▶ **Problem statement**:
Exact reproduction required: the lines below from the line with "ring tip: (42, 355)" to the line with "middle pip: (231, 245)", both ends included, and no others.

▶ **Given information**:
══════════
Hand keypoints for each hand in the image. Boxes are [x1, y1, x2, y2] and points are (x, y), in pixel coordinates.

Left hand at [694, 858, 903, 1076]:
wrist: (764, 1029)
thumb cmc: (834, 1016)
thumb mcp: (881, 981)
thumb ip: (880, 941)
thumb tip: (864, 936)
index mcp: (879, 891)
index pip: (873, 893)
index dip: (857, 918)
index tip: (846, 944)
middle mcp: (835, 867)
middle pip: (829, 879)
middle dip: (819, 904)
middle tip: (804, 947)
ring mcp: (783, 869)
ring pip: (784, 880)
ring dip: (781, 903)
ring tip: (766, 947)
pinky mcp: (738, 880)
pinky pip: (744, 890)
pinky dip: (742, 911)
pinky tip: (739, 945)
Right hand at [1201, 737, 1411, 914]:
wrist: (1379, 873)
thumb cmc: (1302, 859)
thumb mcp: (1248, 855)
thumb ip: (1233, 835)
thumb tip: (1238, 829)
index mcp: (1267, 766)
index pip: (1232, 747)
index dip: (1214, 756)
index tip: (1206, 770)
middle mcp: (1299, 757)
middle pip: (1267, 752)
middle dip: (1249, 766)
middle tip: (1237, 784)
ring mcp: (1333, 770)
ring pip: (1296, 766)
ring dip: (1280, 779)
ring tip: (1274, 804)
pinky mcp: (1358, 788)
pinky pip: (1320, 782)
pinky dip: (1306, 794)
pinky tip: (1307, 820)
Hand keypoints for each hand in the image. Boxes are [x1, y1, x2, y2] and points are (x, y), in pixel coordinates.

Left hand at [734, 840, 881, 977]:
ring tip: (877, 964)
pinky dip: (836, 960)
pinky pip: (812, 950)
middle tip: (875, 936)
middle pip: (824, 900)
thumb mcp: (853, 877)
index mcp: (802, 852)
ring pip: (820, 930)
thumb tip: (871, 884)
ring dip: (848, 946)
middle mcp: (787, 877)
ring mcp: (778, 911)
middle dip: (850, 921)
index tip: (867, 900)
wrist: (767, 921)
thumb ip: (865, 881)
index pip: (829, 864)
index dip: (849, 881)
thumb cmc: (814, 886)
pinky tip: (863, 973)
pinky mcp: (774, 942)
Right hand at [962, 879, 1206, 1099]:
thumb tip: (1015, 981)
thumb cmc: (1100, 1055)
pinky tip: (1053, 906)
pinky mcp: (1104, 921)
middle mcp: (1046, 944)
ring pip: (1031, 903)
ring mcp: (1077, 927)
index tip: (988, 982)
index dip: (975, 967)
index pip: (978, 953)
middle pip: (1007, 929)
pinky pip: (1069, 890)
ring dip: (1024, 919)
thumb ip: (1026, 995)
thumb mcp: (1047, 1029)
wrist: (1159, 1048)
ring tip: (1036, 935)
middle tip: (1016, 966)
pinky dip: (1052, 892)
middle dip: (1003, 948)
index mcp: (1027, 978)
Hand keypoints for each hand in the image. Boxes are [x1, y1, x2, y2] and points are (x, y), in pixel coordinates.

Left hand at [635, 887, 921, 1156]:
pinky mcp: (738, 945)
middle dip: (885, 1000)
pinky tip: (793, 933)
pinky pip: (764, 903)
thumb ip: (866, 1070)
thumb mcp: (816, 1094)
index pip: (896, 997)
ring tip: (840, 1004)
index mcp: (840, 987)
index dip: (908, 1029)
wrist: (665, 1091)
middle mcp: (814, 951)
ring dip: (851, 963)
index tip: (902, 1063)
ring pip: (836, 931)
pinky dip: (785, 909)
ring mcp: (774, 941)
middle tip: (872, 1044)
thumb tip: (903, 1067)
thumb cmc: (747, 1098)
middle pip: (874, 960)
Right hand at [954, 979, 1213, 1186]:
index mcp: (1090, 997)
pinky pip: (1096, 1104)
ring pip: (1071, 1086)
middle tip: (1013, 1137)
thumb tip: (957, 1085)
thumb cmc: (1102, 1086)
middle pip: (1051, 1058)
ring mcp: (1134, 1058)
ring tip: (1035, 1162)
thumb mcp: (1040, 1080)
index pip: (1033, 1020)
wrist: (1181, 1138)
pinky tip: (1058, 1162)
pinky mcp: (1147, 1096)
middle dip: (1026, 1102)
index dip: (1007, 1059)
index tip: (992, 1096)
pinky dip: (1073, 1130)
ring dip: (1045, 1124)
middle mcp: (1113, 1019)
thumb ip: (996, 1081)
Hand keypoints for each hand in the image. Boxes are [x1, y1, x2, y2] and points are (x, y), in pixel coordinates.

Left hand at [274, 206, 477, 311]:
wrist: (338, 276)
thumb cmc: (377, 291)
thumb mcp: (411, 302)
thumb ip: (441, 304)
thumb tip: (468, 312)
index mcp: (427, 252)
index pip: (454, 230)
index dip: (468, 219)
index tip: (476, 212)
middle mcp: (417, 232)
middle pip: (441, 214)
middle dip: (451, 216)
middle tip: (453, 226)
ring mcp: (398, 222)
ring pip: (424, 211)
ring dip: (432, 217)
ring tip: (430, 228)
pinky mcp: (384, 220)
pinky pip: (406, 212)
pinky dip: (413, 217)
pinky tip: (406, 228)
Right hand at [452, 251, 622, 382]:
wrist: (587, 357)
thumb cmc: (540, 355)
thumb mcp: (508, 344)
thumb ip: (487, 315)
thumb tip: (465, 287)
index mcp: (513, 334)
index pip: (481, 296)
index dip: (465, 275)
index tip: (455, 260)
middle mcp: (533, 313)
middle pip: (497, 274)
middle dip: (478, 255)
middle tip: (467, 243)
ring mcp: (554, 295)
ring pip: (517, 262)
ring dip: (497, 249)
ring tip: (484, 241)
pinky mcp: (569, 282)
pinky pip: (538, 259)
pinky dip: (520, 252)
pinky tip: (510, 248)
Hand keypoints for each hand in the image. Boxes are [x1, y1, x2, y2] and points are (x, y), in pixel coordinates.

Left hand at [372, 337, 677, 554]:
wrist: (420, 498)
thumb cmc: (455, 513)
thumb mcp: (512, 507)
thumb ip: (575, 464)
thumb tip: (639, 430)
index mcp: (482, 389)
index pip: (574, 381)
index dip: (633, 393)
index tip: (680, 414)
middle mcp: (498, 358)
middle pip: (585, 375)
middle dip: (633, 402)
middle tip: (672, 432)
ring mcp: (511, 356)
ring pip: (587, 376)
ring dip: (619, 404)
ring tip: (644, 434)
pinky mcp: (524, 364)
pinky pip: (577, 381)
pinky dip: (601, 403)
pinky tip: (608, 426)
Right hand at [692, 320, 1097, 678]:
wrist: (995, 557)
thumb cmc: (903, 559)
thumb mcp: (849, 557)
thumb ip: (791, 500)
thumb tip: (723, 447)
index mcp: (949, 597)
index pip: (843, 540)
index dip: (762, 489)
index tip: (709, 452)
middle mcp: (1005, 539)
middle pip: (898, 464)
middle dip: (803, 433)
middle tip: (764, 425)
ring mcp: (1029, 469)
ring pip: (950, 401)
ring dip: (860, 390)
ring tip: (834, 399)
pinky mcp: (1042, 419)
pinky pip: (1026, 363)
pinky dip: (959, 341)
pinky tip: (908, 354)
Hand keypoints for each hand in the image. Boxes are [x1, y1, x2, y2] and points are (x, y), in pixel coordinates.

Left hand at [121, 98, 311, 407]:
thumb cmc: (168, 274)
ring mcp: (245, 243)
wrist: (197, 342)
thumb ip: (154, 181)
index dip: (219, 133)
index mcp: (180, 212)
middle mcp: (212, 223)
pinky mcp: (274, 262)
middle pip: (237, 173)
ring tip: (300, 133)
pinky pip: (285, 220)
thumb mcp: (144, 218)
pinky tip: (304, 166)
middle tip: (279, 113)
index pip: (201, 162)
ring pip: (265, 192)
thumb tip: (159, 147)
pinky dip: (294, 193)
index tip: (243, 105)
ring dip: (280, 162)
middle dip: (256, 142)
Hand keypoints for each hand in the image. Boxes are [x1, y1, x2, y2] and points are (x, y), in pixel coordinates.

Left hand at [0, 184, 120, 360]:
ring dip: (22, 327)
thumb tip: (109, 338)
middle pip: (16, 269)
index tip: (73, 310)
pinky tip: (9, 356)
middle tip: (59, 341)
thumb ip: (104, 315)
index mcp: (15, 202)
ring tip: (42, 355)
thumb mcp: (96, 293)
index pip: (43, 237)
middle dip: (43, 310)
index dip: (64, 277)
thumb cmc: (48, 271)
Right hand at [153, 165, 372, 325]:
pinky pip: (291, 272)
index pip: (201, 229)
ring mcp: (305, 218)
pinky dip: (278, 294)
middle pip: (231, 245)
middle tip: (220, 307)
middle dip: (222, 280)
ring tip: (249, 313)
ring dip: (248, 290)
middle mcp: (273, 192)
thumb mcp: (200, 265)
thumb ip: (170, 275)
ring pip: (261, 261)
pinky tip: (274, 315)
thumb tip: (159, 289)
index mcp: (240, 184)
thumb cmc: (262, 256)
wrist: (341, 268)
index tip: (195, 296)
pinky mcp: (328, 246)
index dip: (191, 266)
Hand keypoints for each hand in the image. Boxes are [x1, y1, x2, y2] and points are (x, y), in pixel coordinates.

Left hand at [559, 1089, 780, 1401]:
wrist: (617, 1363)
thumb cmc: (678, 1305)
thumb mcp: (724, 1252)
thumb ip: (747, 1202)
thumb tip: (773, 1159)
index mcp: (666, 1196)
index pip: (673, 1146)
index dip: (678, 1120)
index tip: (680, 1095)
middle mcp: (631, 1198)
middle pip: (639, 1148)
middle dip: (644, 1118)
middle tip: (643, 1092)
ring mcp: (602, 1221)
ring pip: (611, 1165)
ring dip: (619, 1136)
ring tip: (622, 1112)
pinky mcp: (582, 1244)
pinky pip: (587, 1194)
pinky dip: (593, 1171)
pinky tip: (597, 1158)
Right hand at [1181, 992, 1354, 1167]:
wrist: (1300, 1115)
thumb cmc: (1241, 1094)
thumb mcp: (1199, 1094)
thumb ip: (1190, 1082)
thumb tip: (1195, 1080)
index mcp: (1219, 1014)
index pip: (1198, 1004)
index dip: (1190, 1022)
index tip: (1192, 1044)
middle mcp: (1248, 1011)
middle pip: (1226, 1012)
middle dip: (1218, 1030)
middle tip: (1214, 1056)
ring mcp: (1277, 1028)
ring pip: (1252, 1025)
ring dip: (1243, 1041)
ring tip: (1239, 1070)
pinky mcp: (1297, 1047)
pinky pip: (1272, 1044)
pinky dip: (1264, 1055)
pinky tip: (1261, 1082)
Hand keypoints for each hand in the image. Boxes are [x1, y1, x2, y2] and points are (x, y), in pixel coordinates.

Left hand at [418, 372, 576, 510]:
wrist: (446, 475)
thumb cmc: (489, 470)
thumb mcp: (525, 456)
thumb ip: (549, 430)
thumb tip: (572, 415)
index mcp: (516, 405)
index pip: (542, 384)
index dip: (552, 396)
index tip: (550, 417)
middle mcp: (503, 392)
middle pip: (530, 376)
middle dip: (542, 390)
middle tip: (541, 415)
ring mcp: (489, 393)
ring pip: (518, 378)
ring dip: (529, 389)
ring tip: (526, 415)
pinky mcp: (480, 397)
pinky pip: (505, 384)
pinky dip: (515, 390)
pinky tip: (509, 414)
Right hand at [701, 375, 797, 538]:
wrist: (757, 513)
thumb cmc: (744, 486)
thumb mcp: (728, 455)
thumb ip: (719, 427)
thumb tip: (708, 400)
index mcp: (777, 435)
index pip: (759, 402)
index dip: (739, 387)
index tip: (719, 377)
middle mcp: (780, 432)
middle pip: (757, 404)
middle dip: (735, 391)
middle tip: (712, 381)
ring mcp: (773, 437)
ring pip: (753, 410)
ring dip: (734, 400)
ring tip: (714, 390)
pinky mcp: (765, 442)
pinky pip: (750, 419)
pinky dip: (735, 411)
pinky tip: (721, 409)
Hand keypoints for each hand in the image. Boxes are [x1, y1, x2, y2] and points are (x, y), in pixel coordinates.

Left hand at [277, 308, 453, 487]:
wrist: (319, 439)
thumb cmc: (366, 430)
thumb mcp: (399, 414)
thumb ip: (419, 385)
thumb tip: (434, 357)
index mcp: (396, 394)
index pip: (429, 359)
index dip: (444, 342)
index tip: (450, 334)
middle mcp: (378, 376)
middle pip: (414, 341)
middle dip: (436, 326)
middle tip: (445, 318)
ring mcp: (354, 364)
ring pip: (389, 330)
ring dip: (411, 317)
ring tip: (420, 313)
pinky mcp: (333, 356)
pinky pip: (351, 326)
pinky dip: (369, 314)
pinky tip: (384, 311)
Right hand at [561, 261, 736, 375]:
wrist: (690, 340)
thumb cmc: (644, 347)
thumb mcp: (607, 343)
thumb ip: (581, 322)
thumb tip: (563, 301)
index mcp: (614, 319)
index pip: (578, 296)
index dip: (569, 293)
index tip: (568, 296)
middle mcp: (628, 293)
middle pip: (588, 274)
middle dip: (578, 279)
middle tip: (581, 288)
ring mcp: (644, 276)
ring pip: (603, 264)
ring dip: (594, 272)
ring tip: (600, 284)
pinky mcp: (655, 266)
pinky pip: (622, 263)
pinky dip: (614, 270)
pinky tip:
══════════
▶ **Task solution**:
ring tip: (42, 355)
thumb mcp: (96, 293)
index pip: (43, 237)
middle dip: (43, 310)
index dip: (64, 277)
thumb cmc: (48, 271)
Right hand at [153, 165, 372, 325]:
pinky pip: (291, 272)
index pip: (201, 229)
ring mcp: (305, 218)
pinky dip: (278, 294)
middle pip: (231, 245)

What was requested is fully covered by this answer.